[Data Boundary: Start]

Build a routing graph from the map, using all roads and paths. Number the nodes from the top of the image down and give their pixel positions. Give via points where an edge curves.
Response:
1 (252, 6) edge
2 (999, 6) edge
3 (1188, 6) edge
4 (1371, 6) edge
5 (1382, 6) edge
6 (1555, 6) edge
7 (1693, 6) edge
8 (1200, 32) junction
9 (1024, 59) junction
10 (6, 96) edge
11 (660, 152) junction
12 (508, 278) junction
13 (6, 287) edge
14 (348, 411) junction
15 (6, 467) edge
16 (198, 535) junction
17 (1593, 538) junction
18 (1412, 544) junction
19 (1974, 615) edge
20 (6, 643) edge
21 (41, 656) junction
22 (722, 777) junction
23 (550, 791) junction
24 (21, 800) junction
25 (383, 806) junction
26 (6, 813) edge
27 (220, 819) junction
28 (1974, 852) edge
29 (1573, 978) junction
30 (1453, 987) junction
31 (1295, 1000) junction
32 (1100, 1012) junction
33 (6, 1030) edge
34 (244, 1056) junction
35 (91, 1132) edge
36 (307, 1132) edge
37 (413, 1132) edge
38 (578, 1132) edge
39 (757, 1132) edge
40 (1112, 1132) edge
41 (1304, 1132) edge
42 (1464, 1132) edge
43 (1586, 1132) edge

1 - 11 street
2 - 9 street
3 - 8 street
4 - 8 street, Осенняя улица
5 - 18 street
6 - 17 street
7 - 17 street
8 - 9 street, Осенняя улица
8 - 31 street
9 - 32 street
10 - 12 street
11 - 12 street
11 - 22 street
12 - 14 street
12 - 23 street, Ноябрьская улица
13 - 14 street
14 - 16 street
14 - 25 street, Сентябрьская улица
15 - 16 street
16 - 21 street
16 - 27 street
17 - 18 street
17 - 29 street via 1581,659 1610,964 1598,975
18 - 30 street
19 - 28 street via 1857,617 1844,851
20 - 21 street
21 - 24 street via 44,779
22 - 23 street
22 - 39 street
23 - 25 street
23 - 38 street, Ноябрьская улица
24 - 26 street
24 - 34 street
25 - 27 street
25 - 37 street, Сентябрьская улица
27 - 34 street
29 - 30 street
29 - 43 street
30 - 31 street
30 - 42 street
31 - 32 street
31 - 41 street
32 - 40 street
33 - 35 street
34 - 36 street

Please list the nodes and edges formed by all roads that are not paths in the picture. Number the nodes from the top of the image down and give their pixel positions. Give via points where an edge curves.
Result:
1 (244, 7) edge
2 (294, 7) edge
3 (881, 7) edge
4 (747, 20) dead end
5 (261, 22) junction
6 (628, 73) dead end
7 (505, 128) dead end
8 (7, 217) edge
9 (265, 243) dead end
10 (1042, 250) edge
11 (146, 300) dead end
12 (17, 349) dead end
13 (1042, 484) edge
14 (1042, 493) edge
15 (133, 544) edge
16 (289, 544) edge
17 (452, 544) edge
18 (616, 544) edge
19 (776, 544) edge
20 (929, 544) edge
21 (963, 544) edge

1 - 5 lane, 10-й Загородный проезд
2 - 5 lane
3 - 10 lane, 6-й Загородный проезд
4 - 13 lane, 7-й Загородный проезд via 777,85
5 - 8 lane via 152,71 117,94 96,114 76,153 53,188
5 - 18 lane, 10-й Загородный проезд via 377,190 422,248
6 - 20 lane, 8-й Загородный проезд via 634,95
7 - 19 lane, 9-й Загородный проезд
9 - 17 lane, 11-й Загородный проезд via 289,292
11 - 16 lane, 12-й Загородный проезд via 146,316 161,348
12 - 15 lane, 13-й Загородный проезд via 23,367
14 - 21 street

[Data Boundary: End]

§ **Action item**
Please reproduce each entry exactly as it appears.

§ **Finished task**
Build a routing graph from the map, using all roads and paths. Number the nodes from the top of the image down and give their pixel positions. Give via points where an edge curves.
Response:
1 (252, 6) edge
2 (999, 6) edge
3 (1188, 6) edge
4 (1371, 6) edge
5 (1382, 6) edge
6 (1555, 6) edge
7 (1693, 6) edge
8 (1200, 32) junction
9 (1024, 59) junction
10 (6, 96) edge
11 (660, 152) junction
12 (508, 278) junction
13 (6, 287) edge
14 (348, 411) junction
15 (6, 467) edge
16 (198, 535) junction
17 (1593, 538) junction
18 (1412, 544) junction
19 (1974, 615) edge
20 (6, 643) edge
21 (41, 656) junction
22 (722, 777) junction
23 (550, 791) junction
24 (21, 800) junction
25 (383, 806) junction
26 (6, 813) edge
27 (220, 819) junction
28 (1974, 852) edge
29 (1573, 978) junction
30 (1453, 987) junction
31 (1295, 1000) junction
32 (1100, 1012) junction
33 (6, 1030) edge
34 (244, 1056) junction
35 (91, 1132) edge
36 (307, 1132) edge
37 (413, 1132) edge
38 (578, 1132) edge
39 (757, 1132) edge
40 (1112, 1132) edge
41 (1304, 1132) edge
42 (1464, 1132) edge
43 (1586, 1132) edge

1 - 11 street
2 - 9 street
3 - 8 street
4 - 8 street, Осенняя улица
5 - 18 street
6 - 17 street
7 - 17 street
8 - 9 street, Осенняя улица
8 - 31 street
9 - 32 street
10 - 12 street
11 - 12 street
11 - 22 street
12 - 14 street
12 - 23 street, Ноябрьская улица
13 - 14 street
14 - 16 street
14 - 25 street, Сентябрьская улица
15 - 16 street
16 - 21 street
16 - 27 street
17 - 18 street
17 - 29 street via 1581,659 1610,964 1598,975
18 - 30 street
19 - 28 street via 1857,617 1844,851
20 - 21 street
21 - 24 street via 44,779
22 - 23 street
22 - 39 street
23 - 25 street
23 - 38 street, Ноябрьская улица
24 - 26 street
24 - 34 street
25 - 27 street
25 - 37 street, Сентябрьская улица
27 - 34 street
29 - 30 street
29 - 43 street
30 - 31 street
30 - 42 street
31 - 32 street
31 - 41 street
32 - 40 street
33 - 35 street
34 - 36 street

Please list the nodes and edges formed by all roads that are not paths in the picture. Number the nodes from the top of the image down and give their pixel positions. Give via points where an edge curves.
Result:
1 (244, 7) edge
2 (294, 7) edge
3 (881, 7) edge
4 (747, 20) dead end
5 (261, 22) junction
6 (628, 73) dead end
7 (505, 128) dead end
8 (7, 217) edge
9 (265, 243) dead end
10 (1042, 250) edge
11 (146, 300) dead end
12 (17, 349) dead end
13 (1042, 484) edge
14 (1042, 493) edge
15 (133, 544) edge
16 (289, 544) edge
17 (452, 544) edge
18 (616, 544) edge
19 (776, 544) edge
20 (929, 544) edge
21 (963, 544) edge

1 - 5 lane, 10-й Загородный проезд
2 - 5 lane
3 - 10 lane, 6-й Загородный проезд
4 - 13 lane, 7-й Загородный проезд via 777,85
5 - 8 lane via 152,71 117,94 96,114 76,153 53,188
5 - 18 lane, 10-й Загородный проезд via 377,190 422,248
6 - 20 lane, 8-й Загородный проезд via 634,95
7 - 19 lane, 9-й Загородный проезд
9 - 17 lane, 11-й Загородный проезд via 289,292
11 - 16 lane, 12-й Загородный проезд via 146,316 161,348
12 - 15 lane, 13-й Загородный проезд via 23,367
14 - 21 street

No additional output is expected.